▶ _Records for this exercise_
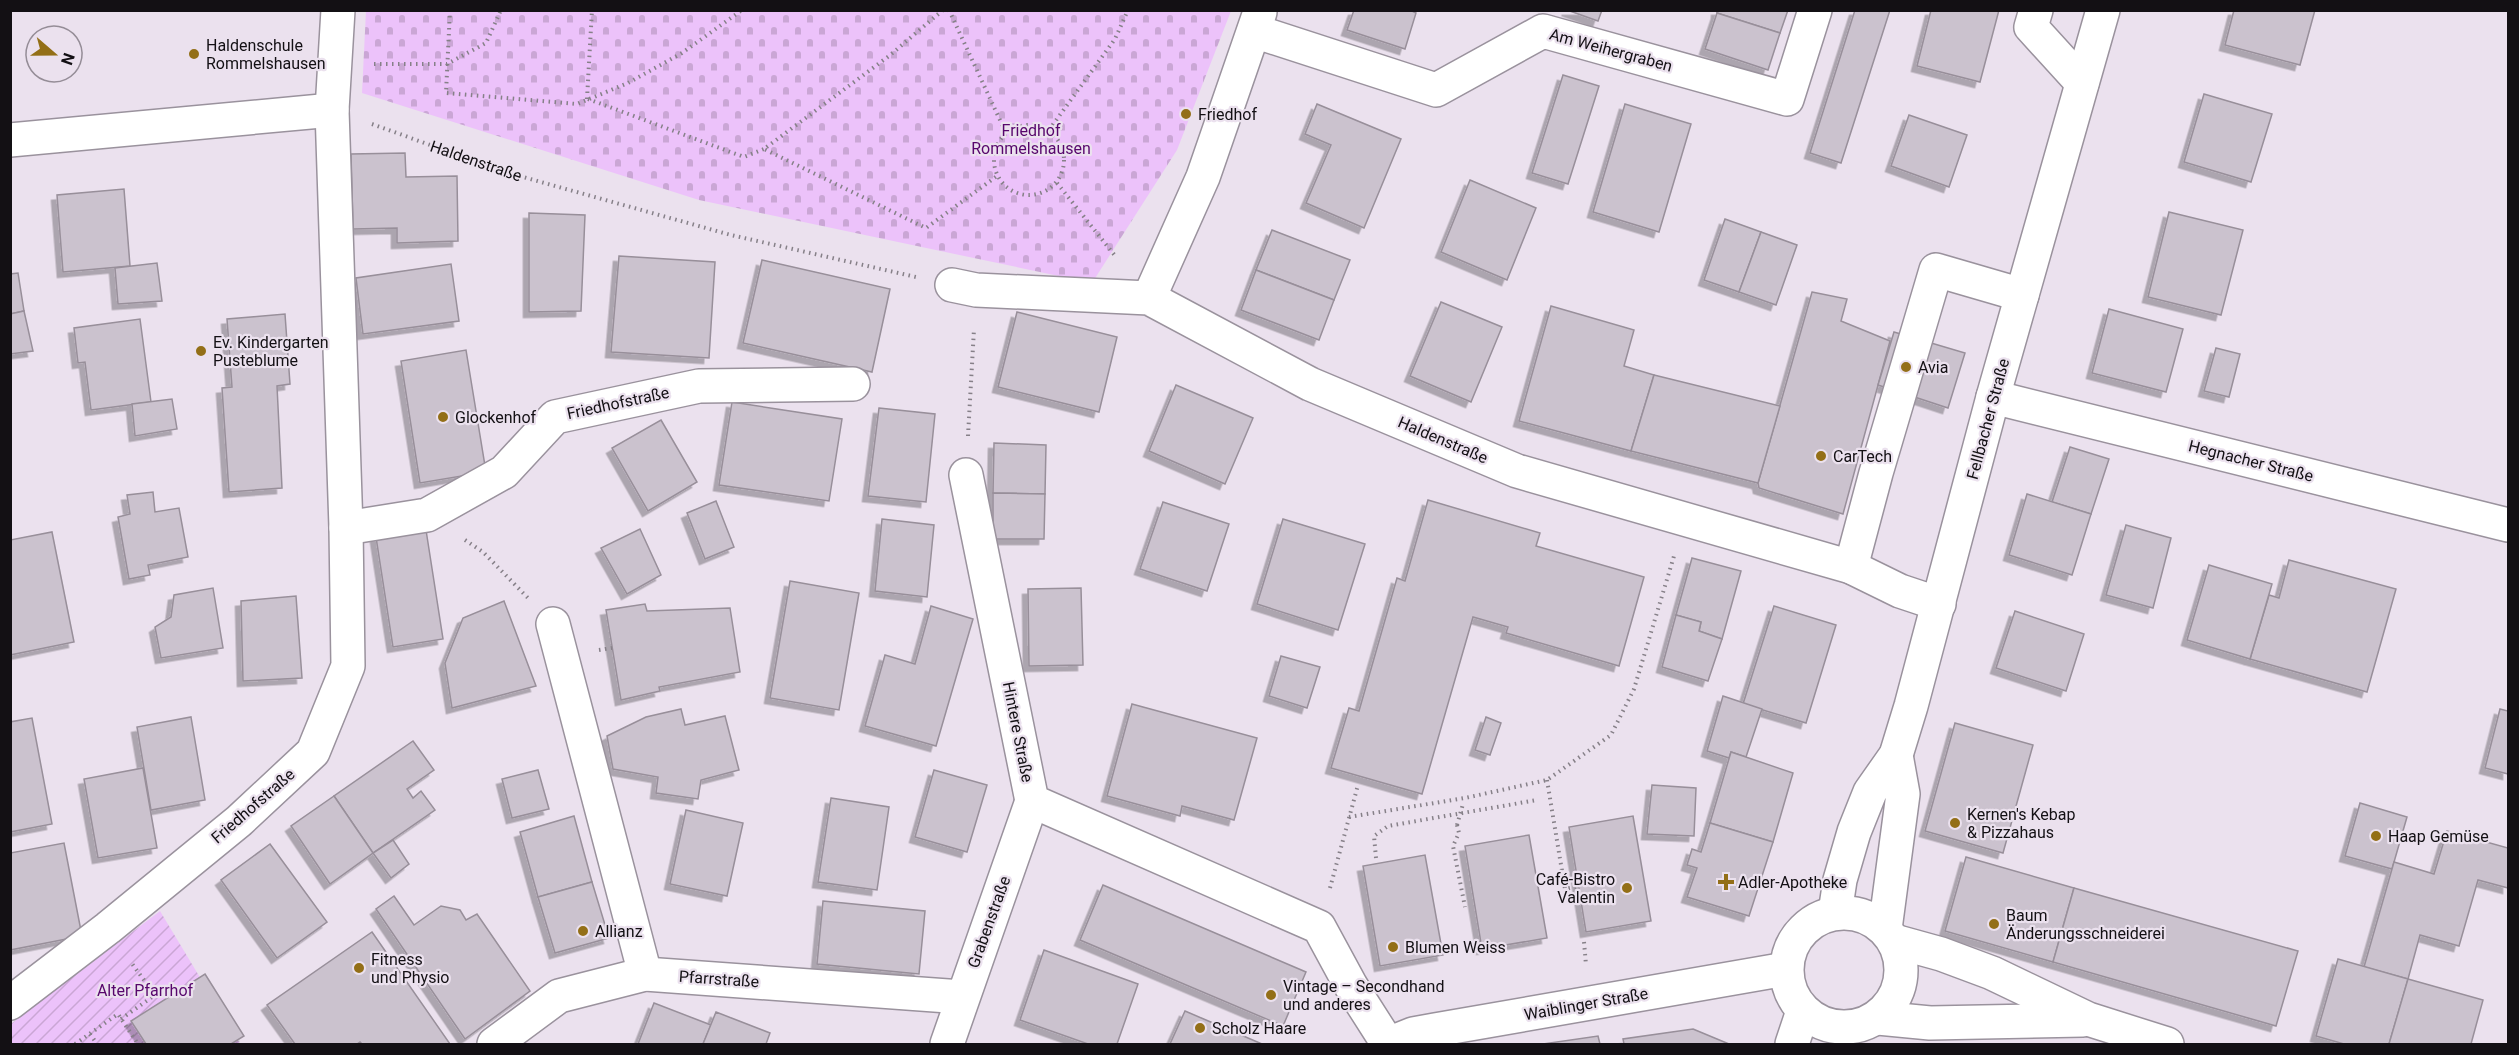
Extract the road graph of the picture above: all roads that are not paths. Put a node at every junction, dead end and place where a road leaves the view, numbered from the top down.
1 (338, 10) edge
2 (1815, 10) edge
3 (2036, 10) edge
4 (2103, 10) edge
5 (1257, 21) edge
6 (2082, 83) junction
7 (327, 87) junction
8 (10, 140) edge
9 (951, 285) road end
10 (2022, 295) junction
11 (1149, 298) junction
12 (853, 384) dead end
13 (1993, 397) junction
14 (966, 475) road end
15 (2508, 525) edge
16 (346, 528) junction
17 (1851, 567) junction
18 (1939, 604) junction
19 (553, 624) road end
20 (1896, 755) junction
21 (1032, 801) junction
22 (1835, 913) junction
23 (1890, 935) junction
24 (1786, 969) junction
25 (645, 974) junction
26 (962, 997) junction
27 (10, 1003) edge
28 (1803, 1011) junction
29 (2088, 1019) junction
30 (1861, 1030) edge
31 (1467, 1035) edge
32 (494, 1044) edge
33 (947, 1044) edge
34 (1388, 1044) edge
35 (1792, 1044) edge
36 (2167, 1044) edge

1 - 7 street, Friedhofstraße
2 - 5 street, Am Weihergraben
3 - 6 street
4 - 6 street, Fellbacher Straße
5 - 11 street, Am Weihergraben
6 - 10 street, Fellbacher Straße
7 - 8 street
7 - 16 street, Friedhofstraße
9 - 11 street, Haldenstraße
10 - 13 street, Fellbacher Straße
10 - 17 street
11 - 17 street, Haldenstraße
12 - 16 street, Friedhofstraße
13 - 15 street, Hegnacher Straße
13 - 18 street, Fellbacher Straße
14 - 21 street, Hintere Straße
16 - 27 street, Friedhofstraße
17 - 18 street, Haldenstraße
18 - 20 street, Fellbacher Straße
19 - 25 street
20 - 22 street, Fellbacher Straße
20 - 23 street, Fellbacher Straße
21 - 26 street, Grabenstraße
21 - 34 street, Hintere Straße
22 - 23 street
22 - 24 street
23 - 29 street
23 - 30 street
24 - 28 street
24 - 31 street, Waiblinger Straße
25 - 26 street, Pfarrstraße
25 - 32 street, Pfarrstraße
26 - 33 street, Grabenstraße
28 - 30 street
28 - 35 street
29 - 30 street
29 - 36 street
31 - 34 street, Waiblinger Straße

▶ _Exercise directions_
Could the data above be reproduced exactly, with the pictures left out?

▶ _Task answer_
Extract the road graph of the picture above: all roads that are not paths. Put a node at every junction, dead end and place where a road leaves the view, numbered from the top down.
1 (338, 10) edge
2 (1815, 10) edge
3 (2036, 10) edge
4 (2103, 10) edge
5 (1257, 21) edge
6 (2082, 83) junction
7 (327, 87) junction
8 (10, 140) edge
9 (951, 285) road end
10 (2022, 295) junction
11 (1149, 298) junction
12 (853, 384) dead end
13 (1993, 397) junction
14 (966, 475) road end
15 (2508, 525) edge
16 (346, 528) junction
17 (1851, 567) junction
18 (1939, 604) junction
19 (553, 624) road end
20 (1896, 755) junction
21 (1032, 801) junction
22 (1835, 913) junction
23 (1890, 935) junction
24 (1786, 969) junction
25 (645, 974) junction
26 (962, 997) junction
27 (10, 1003) edge
28 (1803, 1011) junction
29 (2088, 1019) junction
30 (1861, 1030) edge
31 (1467, 1035) edge
32 (494, 1044) edge
33 (947, 1044) edge
34 (1388, 1044) edge
35 (1792, 1044) edge
36 (2167, 1044) edge

1 - 7 street, Friedhofstraße
2 - 5 street, Am Weihergraben
3 - 6 street
4 - 6 street, Fellbacher Straße
5 - 11 street, Am Weihergraben
6 - 10 street, Fellbacher Straße
7 - 8 street
7 - 16 street, Friedhofstraße
9 - 11 street, Haldenstraße
10 - 13 street, Fellbacher Straße
10 - 17 street
11 - 17 street, Haldenstraße
12 - 16 street, Friedhofstraße
13 - 15 street, Hegnacher Straße
13 - 18 street, Fellbacher Straße
14 - 21 street, Hintere Straße
16 - 27 street, Friedhofstraße
17 - 18 street, Haldenstraße
18 - 20 street, Fellbacher Straße
19 - 25 street
20 - 22 street, Fellbacher Straße
20 - 23 street, Fellbacher Straße
21 - 26 street, Grabenstraße
21 - 34 street, Hintere Straße
22 - 23 street
22 - 24 street
23 - 29 street
23 - 30 street
24 - 28 street
24 - 31 street, Waiblinger Straße
25 - 26 street, Pfarrstraße
25 - 32 street, Pfarrstraße
26 - 33 street, Grabenstraße
28 - 30 street
28 - 35 street
29 - 30 street
29 - 36 street
31 - 34 street, Waiblinger Straße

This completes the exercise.